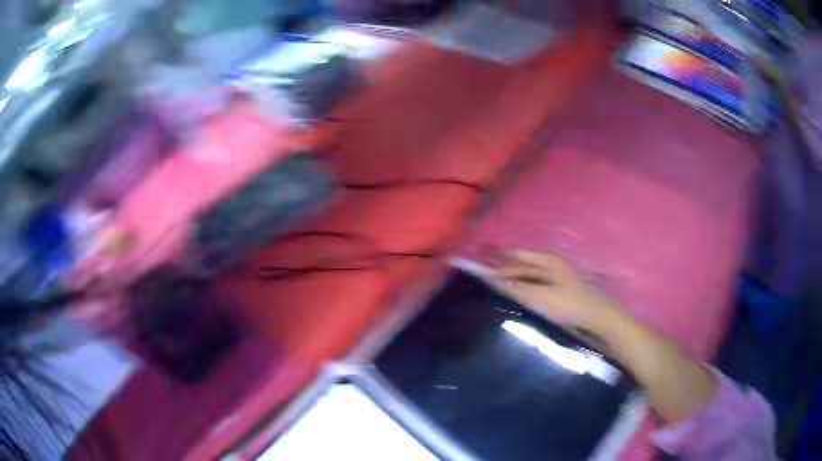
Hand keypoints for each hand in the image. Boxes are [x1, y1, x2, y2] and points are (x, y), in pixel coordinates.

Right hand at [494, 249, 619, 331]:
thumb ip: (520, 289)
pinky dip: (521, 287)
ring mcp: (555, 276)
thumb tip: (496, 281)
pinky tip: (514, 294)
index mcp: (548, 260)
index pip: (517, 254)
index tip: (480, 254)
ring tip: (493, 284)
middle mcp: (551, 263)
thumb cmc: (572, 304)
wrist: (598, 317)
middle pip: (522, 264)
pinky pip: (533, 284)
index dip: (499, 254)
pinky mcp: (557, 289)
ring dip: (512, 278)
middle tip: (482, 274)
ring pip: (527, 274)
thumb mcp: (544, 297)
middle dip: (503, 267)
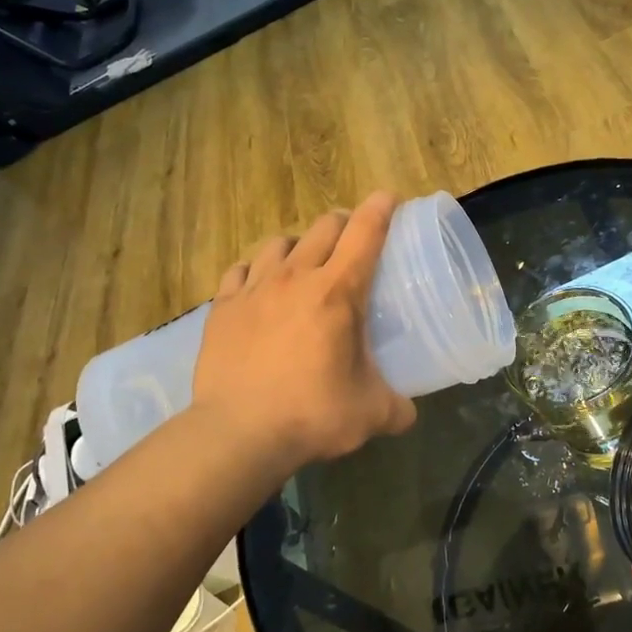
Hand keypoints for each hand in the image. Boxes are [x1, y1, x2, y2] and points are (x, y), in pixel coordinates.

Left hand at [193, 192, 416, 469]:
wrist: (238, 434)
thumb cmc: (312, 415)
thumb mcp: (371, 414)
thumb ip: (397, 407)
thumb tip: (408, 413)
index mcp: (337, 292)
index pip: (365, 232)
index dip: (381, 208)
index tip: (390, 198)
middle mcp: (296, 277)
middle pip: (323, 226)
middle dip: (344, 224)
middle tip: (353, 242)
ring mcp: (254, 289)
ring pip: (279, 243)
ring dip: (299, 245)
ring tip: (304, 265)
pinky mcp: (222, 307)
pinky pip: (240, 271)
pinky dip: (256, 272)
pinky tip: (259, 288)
══════════
Assignment –
Could you retype exactly, and only, the lines running from the one with "thumb cmc: (572, 304)" to the last line of the listing, while leaving any pictures out?

Response area –
thumb cmc: (572, 304)
wrist: (598, 317)
middle pip: (522, 264)
pinky pip: (533, 284)
index dip: (499, 254)
pinky mcp: (557, 289)
ring dip: (512, 278)
middle tip: (482, 274)
ring pip: (527, 274)
thumb mcp: (544, 297)
middle dip: (503, 267)
Hand keypoints for each hand in the image. Boxes are [x1, y1, x2, y2] and points are (x, y), in pixel coordinates.

Left hand at [193, 192, 416, 469]:
wrist: (238, 434)
thumb cmc: (312, 415)
thumb mcp: (371, 414)
thumb ip: (397, 407)
thumb tip: (408, 413)
index mcp: (337, 292)
index pip: (365, 232)
index dip: (381, 208)
index tip: (390, 198)
middle mcp: (296, 277)
middle pip: (323, 226)
middle dip: (344, 224)
middle tip: (353, 242)
ring mcp: (254, 289)
ring pip: (279, 243)
ring dip: (299, 245)
ring tip: (304, 265)
pinky mcp: (222, 307)
pinky pip: (240, 271)
pinky dip: (256, 272)
pinky tip: (259, 288)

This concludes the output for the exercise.